■ THE TASK: From the entries below, copy every line where the string "above" appears.

■ STUDY MATERIAL:
------------------------------
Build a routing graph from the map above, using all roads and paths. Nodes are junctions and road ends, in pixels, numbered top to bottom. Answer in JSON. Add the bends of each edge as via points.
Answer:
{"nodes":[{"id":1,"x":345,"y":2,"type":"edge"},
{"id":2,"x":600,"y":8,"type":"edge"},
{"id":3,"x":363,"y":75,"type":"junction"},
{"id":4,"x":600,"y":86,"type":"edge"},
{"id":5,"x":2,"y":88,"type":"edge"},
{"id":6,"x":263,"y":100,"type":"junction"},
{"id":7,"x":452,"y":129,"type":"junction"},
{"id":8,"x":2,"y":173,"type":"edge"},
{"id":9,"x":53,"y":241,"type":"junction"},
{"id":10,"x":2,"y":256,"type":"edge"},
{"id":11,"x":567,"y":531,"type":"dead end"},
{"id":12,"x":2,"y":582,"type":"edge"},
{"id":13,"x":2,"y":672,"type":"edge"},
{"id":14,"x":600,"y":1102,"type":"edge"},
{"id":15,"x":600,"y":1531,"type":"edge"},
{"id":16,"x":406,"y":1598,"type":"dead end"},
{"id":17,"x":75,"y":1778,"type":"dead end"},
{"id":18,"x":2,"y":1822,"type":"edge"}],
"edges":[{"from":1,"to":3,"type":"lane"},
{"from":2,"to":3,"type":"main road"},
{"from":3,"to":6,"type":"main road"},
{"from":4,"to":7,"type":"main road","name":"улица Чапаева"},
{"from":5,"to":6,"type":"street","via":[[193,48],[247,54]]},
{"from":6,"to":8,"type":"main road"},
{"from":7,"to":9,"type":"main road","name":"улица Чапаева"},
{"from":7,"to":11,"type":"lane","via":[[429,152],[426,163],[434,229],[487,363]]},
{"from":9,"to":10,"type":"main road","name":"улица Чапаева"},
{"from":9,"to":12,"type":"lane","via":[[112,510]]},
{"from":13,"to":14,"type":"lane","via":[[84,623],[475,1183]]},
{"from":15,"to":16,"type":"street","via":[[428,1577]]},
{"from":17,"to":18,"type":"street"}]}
------------------------------
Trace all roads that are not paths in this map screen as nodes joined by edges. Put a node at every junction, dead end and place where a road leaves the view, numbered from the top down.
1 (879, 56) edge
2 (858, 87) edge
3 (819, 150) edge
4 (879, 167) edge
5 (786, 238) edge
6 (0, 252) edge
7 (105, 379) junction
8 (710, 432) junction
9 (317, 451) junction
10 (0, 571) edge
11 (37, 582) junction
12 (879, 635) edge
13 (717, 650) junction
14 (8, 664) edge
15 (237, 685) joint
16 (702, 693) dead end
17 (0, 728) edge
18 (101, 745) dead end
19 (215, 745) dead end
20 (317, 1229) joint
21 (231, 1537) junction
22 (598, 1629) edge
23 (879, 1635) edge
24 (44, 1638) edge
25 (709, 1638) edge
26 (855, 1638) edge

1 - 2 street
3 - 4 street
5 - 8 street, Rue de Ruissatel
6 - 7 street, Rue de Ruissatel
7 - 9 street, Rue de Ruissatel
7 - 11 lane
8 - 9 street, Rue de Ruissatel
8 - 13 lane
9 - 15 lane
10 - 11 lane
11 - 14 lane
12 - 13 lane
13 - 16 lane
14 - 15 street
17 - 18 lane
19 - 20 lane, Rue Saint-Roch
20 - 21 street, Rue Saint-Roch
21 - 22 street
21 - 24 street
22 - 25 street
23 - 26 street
------------------------------
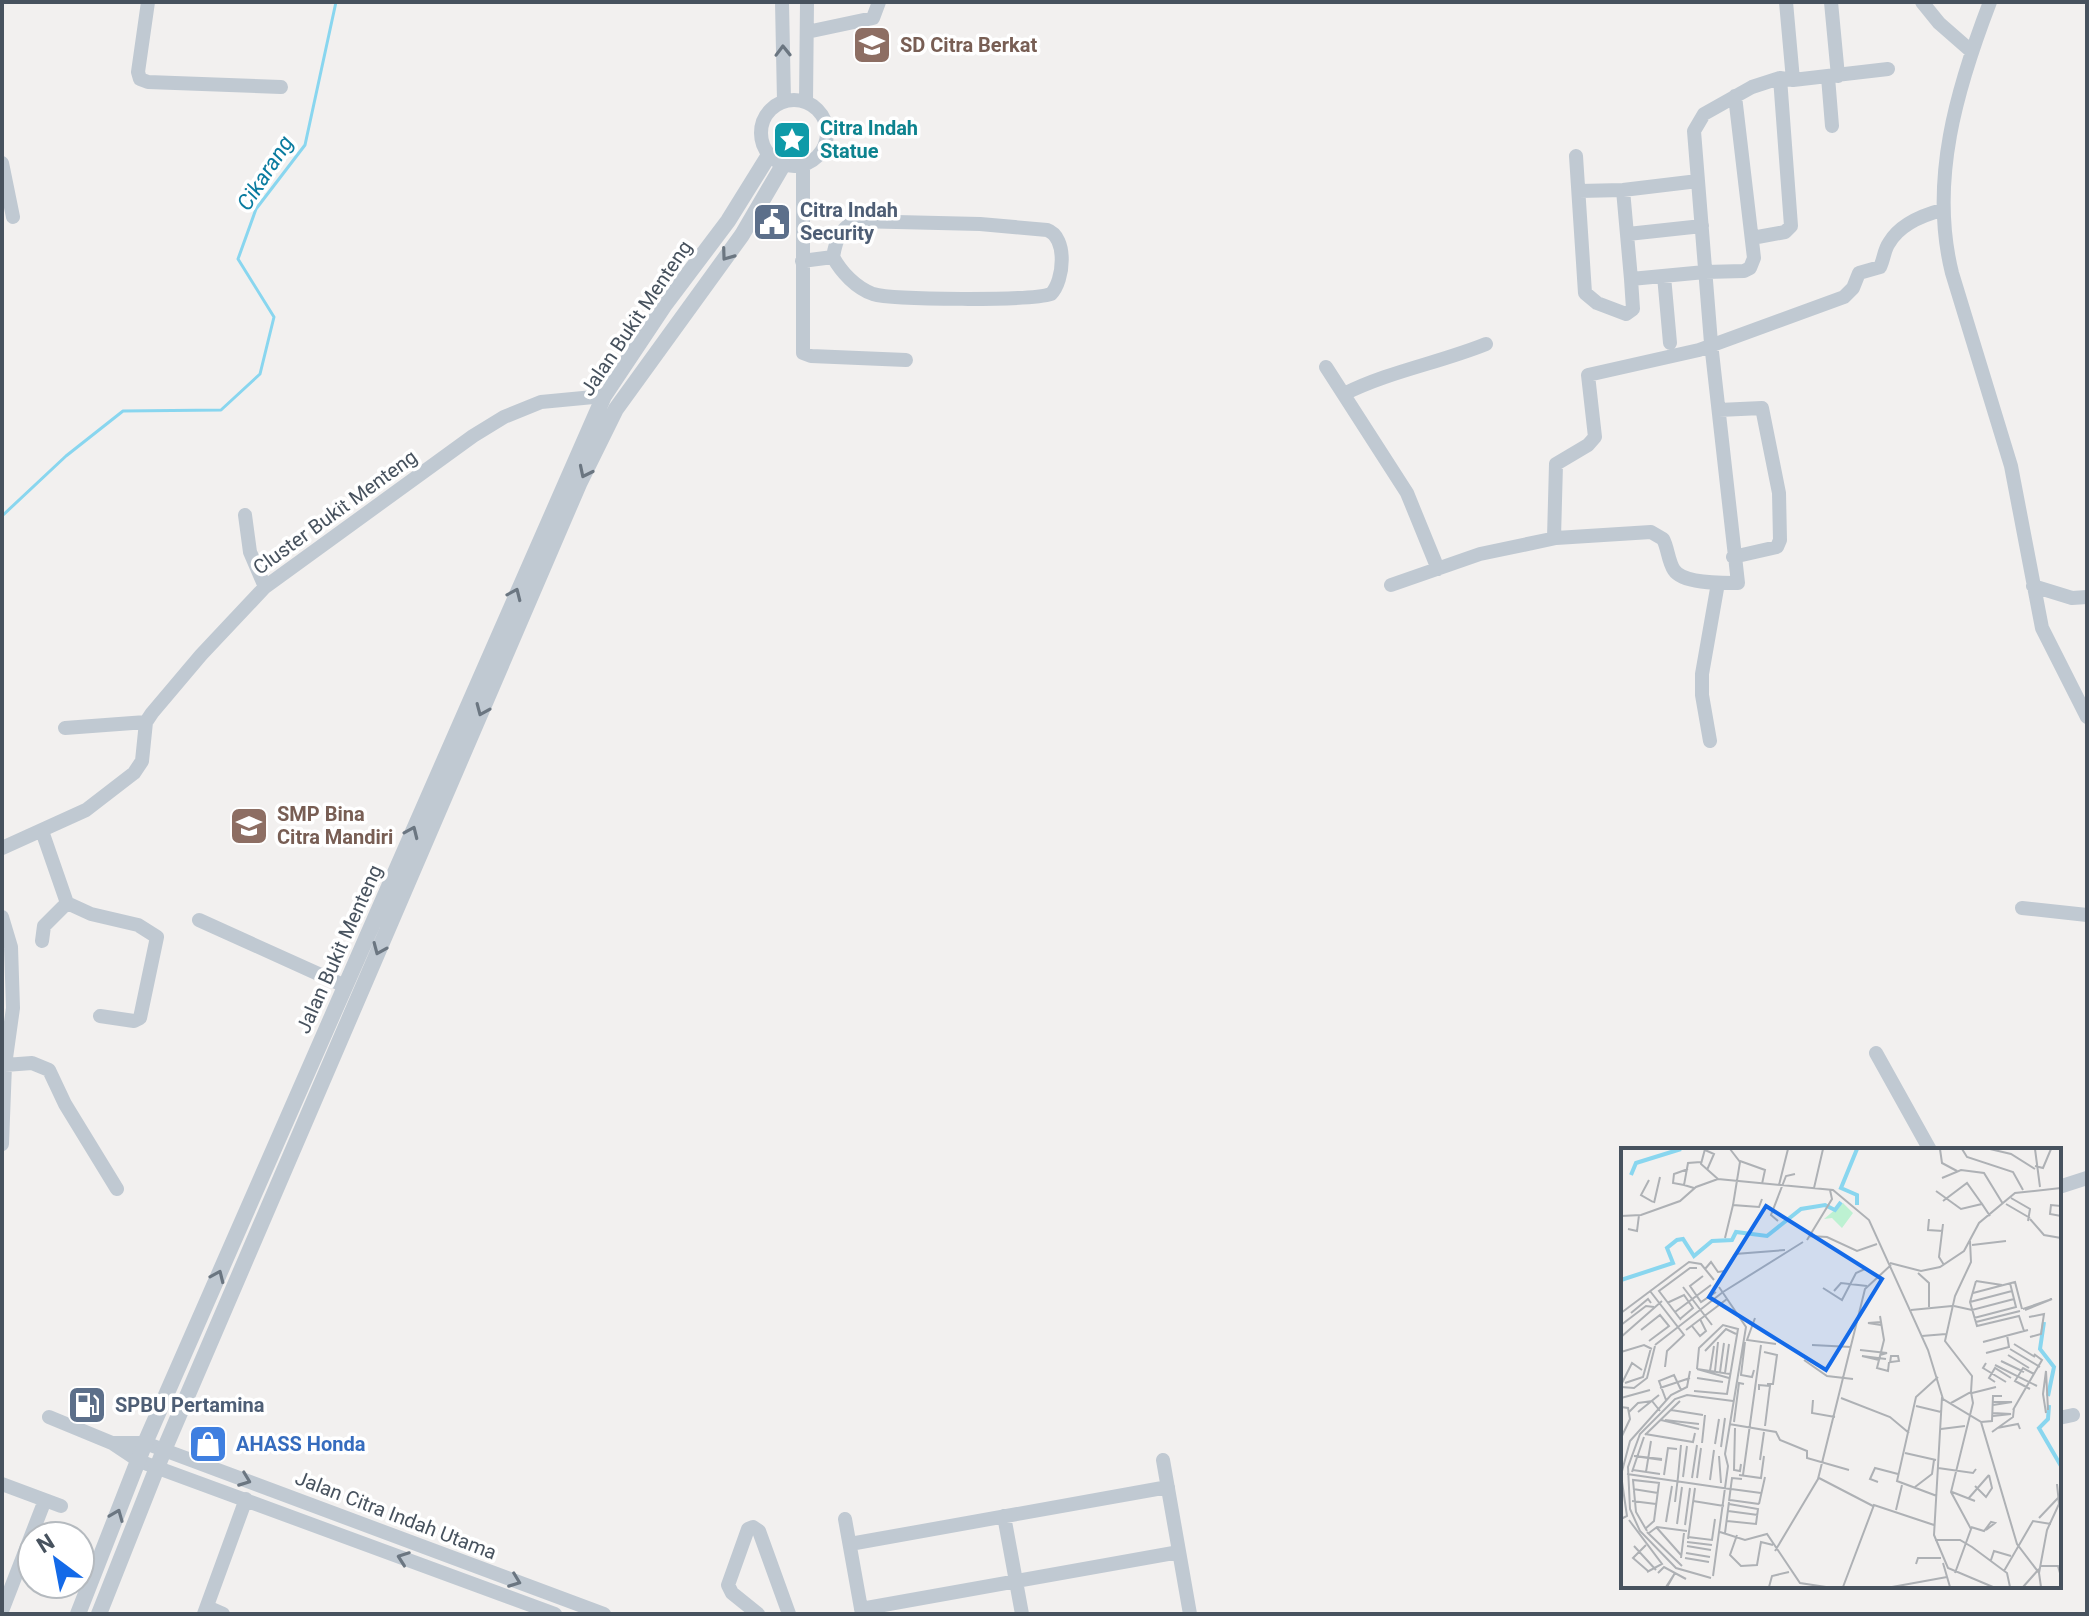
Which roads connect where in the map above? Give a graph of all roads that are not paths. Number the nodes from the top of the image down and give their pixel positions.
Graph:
------------------------------
■ TASK RESPONSE:
Build a routing graph from the map above, using all roads and paths. Nodes are junctions and road ends, in pixels, numbered top to bottom. Answer in JSON. Add the bends of each edge as via points.
Which roads connect where in the map above? Give a graph of all roads that are not paths. Number the nodes from the top of the image down and give their pixel positions.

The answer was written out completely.